Learn how to negotiate for equity in a sales role, game out your potential stock payout, and more

Negotiating equity in a startup sales role can be an especially daunting task for a salesperson. In an industry where roles already have uncertainty built into their compensation structure, the additional pressure of understanding how much equity you deserve in a startup, how it’s structured, and understanding the intricacies of quota based equity comp can feel overwhelming.

That’s why Bravado has broken down some helpful pointers to help you feel confident you aren’t leaving a single vested share on the table.


Bone Up On Your Comp Negotiation Skills

Before you negotiate equity in a sales role, it’s important to remember that all of the basics of comp negotiation still apply here. So make sure you bone up on your comp negotiation with our comprehensive article on the negotiating sales comp.

For example, when you’re negotiating cash comp, it’s crucial to stay positive and negotiate from a standpoint of trying to find the best deal for both parties. The same holds true for equity.
Perhaps even moreso, as negotiating equity effectively will likely require more research, more rounds of negotiation, and more willpower to make sure you’re getting the best deal possible.

The Two Bets

When you negotiate a sales comp package, you’re generally forced to decide how much of a bet you want to make that you’ll hit equity in your new role. Not very confident? Then you’ll negotiate a higher base at the cost of OTE. Same goes in reverse.

When you’re negotiating equity however, you’re forced to make a second bet. Not only do you have to guess whether you’ll hit earnings targets (and consequently, try to peg additional equity to those targets), you also have to bet how much the stock is going to be worth looking forward.

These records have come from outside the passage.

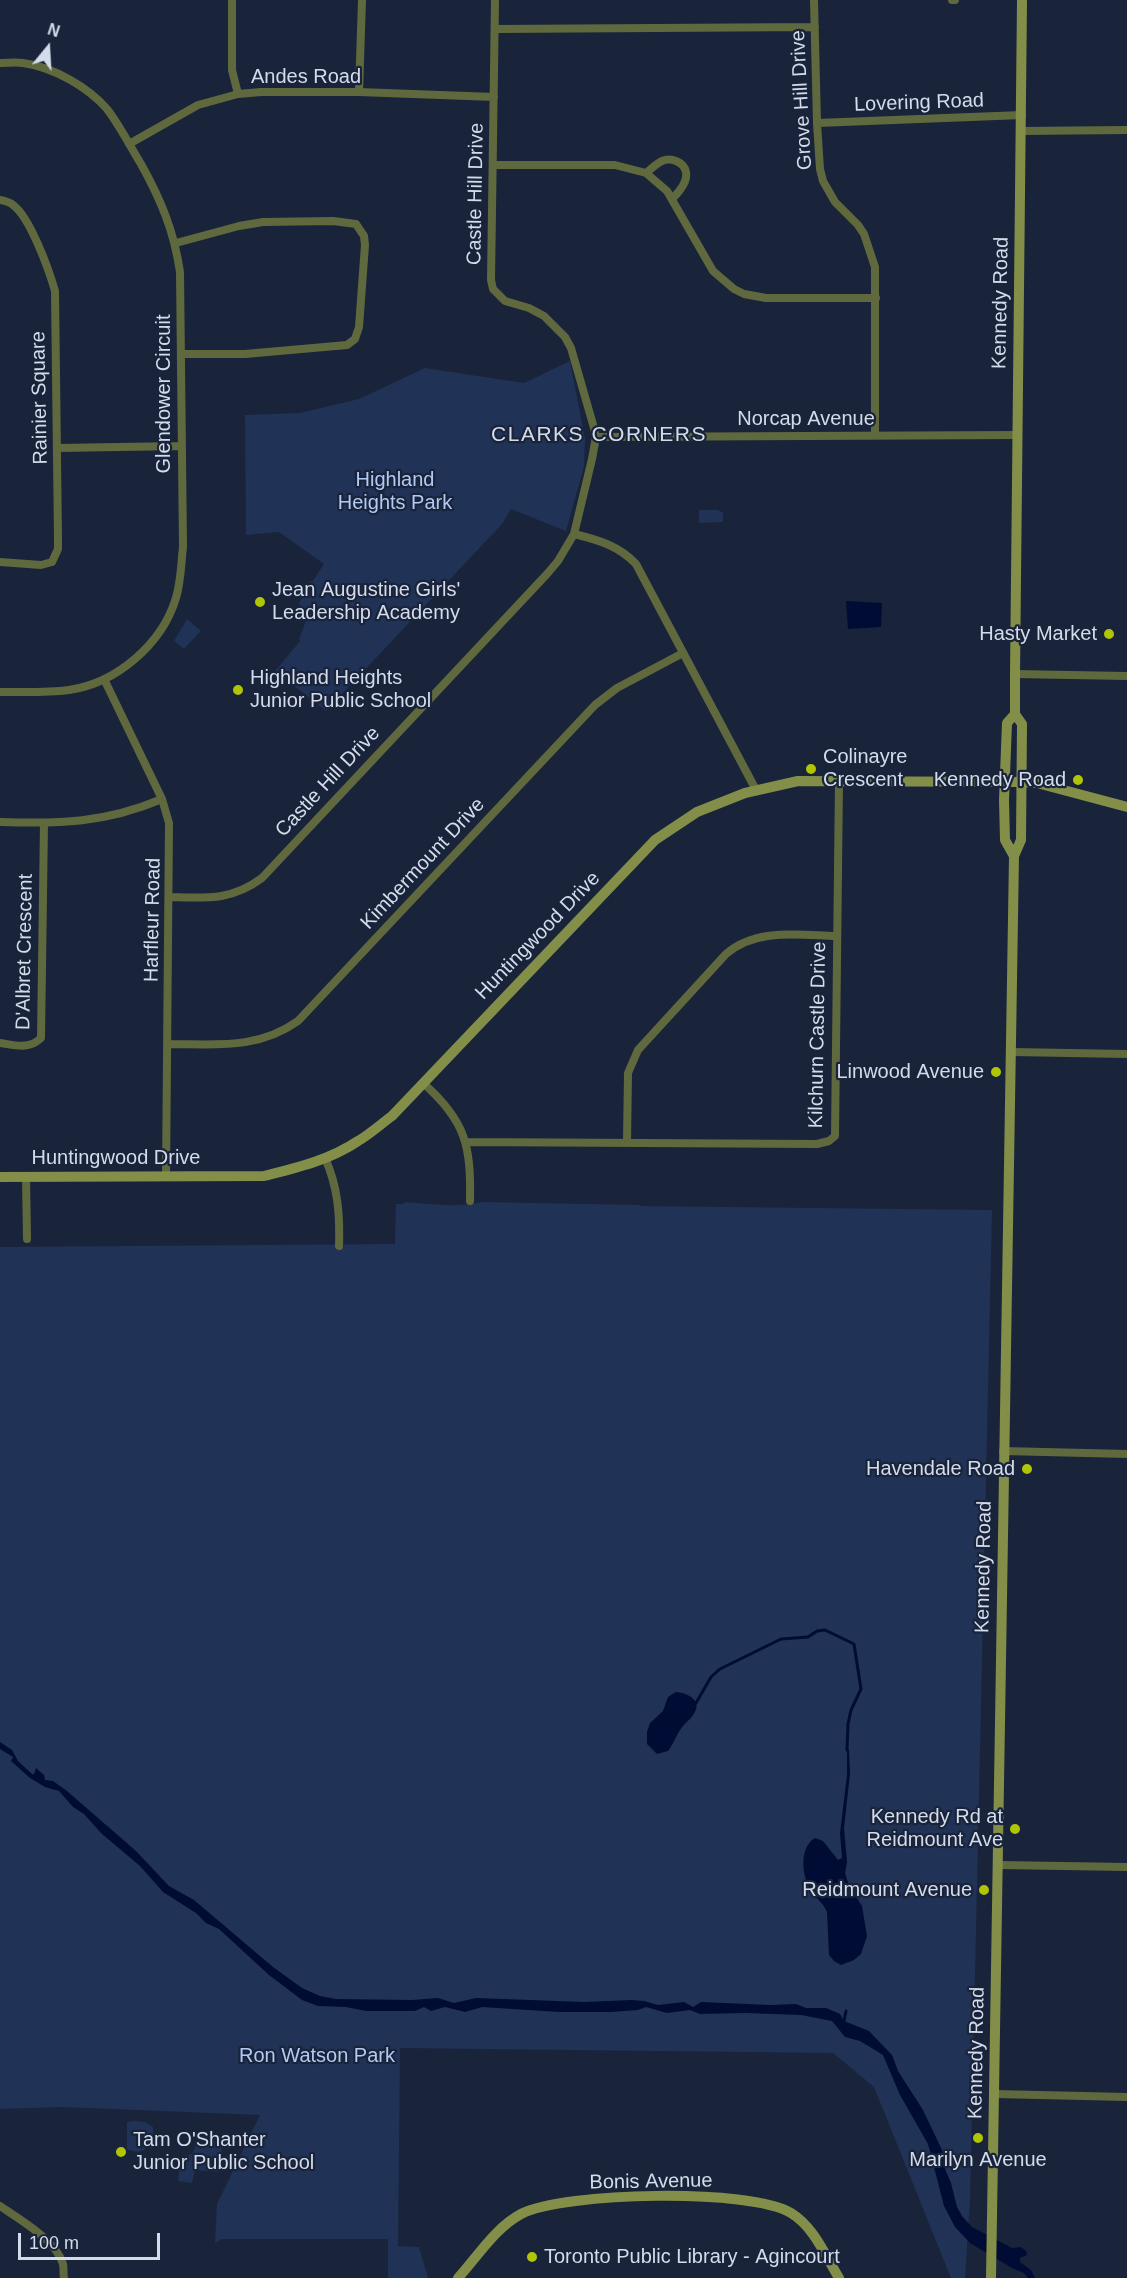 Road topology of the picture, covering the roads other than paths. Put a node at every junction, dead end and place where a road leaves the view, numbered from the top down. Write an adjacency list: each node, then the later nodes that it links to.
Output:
1 (232, 0): 10 (street)
2 (362, 0): 9 (street)
3 (495, 0): 7 (street, Castle Hill Drive)
4 (814, 0): 6 (street, Grove Hill Drive)
5 (1022, 0): 12 (main road, Kennedy Road)
6 (815, 27): 7 (street); 13 (street, Grove Hill Drive)
7 (495, 29): 11 (street, Castle Hill Drive)
8 (0, 63): 16 (street, Glendower Circuit)
9 (359, 92): 10 (street, Andes Road); 11 (street, Andes Road)
10 (238, 94): 16 (street, Andes Road)
11 (494, 97): 17 (street, Castle Hill Drive)
12 (1022, 115): 13 (street, Lovering Road); 15 (main road, Kennedy Road)
13 (817, 123): 22 (street, Grove Hill Drive)
14 (1127, 130): 15 (street)
15 (1022, 131): 25 (main road, Kennedy Road)
16 (129, 144): 21 (street, Glendower Circuit)
17 (495, 165): 18 (street); 26 (street, Castle Hill Drive)
18 (646, 173): 19 (street); 19 (street)
19 (673, 198): 22 (street)
20 (0, 200): 28 (street, Rainier Square)
21 (176, 243): 23 (street, Glendower Circuit); 23 (street)
22 (876, 298): 24 (street, Grove Hill Drive)
23 (181, 354): 27 (street, Glendower Circuit)
24 (875, 435): 25 (street, Norcap Avenue); 26 (street, Norcap Avenue)
25 (1017, 435): 32 (main road, Kennedy Road)
26 (596, 437): 29 (street, Castle Hill Drive)
27 (181, 446): 28 (street); 34 (street, Glendower Circuit)
28 (57, 448): 30 (street, Rainier Square)
29 (574, 534): 31 (street); 46 (street, Castle Hill Drive)
30 (0, 562)
31 (683, 652): 40 (street); 49 (street, Kimbermount Drive)
32 (1015, 674): 33 (street); 36 (main road, Kennedy Road)
33 (1127, 676)
34 (104, 679): 35 (street, Glendower Circuit); 41 (street, Harfleur Road)
35 (0, 692)
36 (1015, 714): 38 (main road, Kennedy Road); 39 (main road, Kennedy Road)
37 (839, 781): 38 (main road, Huntingwood Drive); 40 (main road, Huntingwood Drive); 47 (street, Kilchurn Castle Drive)
38 (1005, 782): 39 (main road, Huntingwood Drive); 45 (main road, Kennedy Road)
39 (1021, 782): 42 (main road, Huntingwood Drive); 45 (main road, Kennedy Road)
40 (756, 790): 52 (main road, Huntingwood Drive)
41 (162, 799): 44 (street); 46 (street, Harfleur Road)
42 (1127, 807)
43 (0, 822): 44 (street)
44 (44, 824): 48 (street, D'Albret Crescent)
45 (1014, 856): 50 (main road, Kennedy Road)
46 (169, 897): 49 (street, Harfleur Road)
47 (836, 936): 54 (street); 54 (street, Kilchurn Castle Drive)
48 (0, 1043)
49 (168, 1044): 56 (street, Harfleur Road)
50 (1012, 1052): 51 (street); 62 (main road, Kennedy Road)
51 (1127, 1054)
52 (423, 1083): 53 (street); 55 (main road, Huntingwood Drive)
53 (467, 1142): 54 (street, Kilchurn Castle Drive); 59 (street)
54 (627, 1142)
55 (325, 1158): 56 (main road, Huntingwood Drive); 61 (street)
56 (166, 1176): 58 (main road, Huntingwood Drive)
57 (0, 1177): 58 (main road, Huntingwood Drive)
58 (26, 1177): 60 (street)
59 (470, 1201)
60 (27, 1239)
61 (339, 1246)
62 (1003, 1451): 63 (street); 64 (main road, Kennedy Road)
63 (1127, 1454)
64 (998, 1865): 65 (street); 66 (main road, Kennedy Road)
65 (1127, 1867)
66 (994, 2094): 67 (street); 69 (main road, Kennedy Road)
67 (1127, 2097)
68 (0, 2206): 70 (street)
69 (991, 2273)
70 (64, 2278)
71 (458, 2278): 72 (main road, Bonis Avenue)
72 (839, 2278)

Ultimately, you need to juggle a lot of odds that you’ll get what you want. Look, you’re in sales, you didn’t get into it for certainty, but make sure your stock comp reflects the risk you’re taking, and that you’re at peace with the uncertainty (especially if it’s tied to quota).

More Risk Means More Reward

When you negotiate equity, or anything for that matter, it’s crucial to remember that risk comes at a premium. Let’s say you’re negotiating equity as part of an AE role at Amazon Web Services. The odds those vested shares are going to go to zero are basically nothing.

That said, Amazon is probably not going to grow 1000 times more valuable, as it would be worth more than the entire global economy. So your stock comp is probably going to basically serve as a form of delayed comp with mild fluctuations in value.

But let’s say you’re negotiating stock at a series A startup, one for which you’ve likely taken a pay cut. The odds that stock goes to zero are very, very high. High enough to get a lot of stock. Oftentimes, a very early seller can get whole number percentages of the company if they take a serious pay cut to work there.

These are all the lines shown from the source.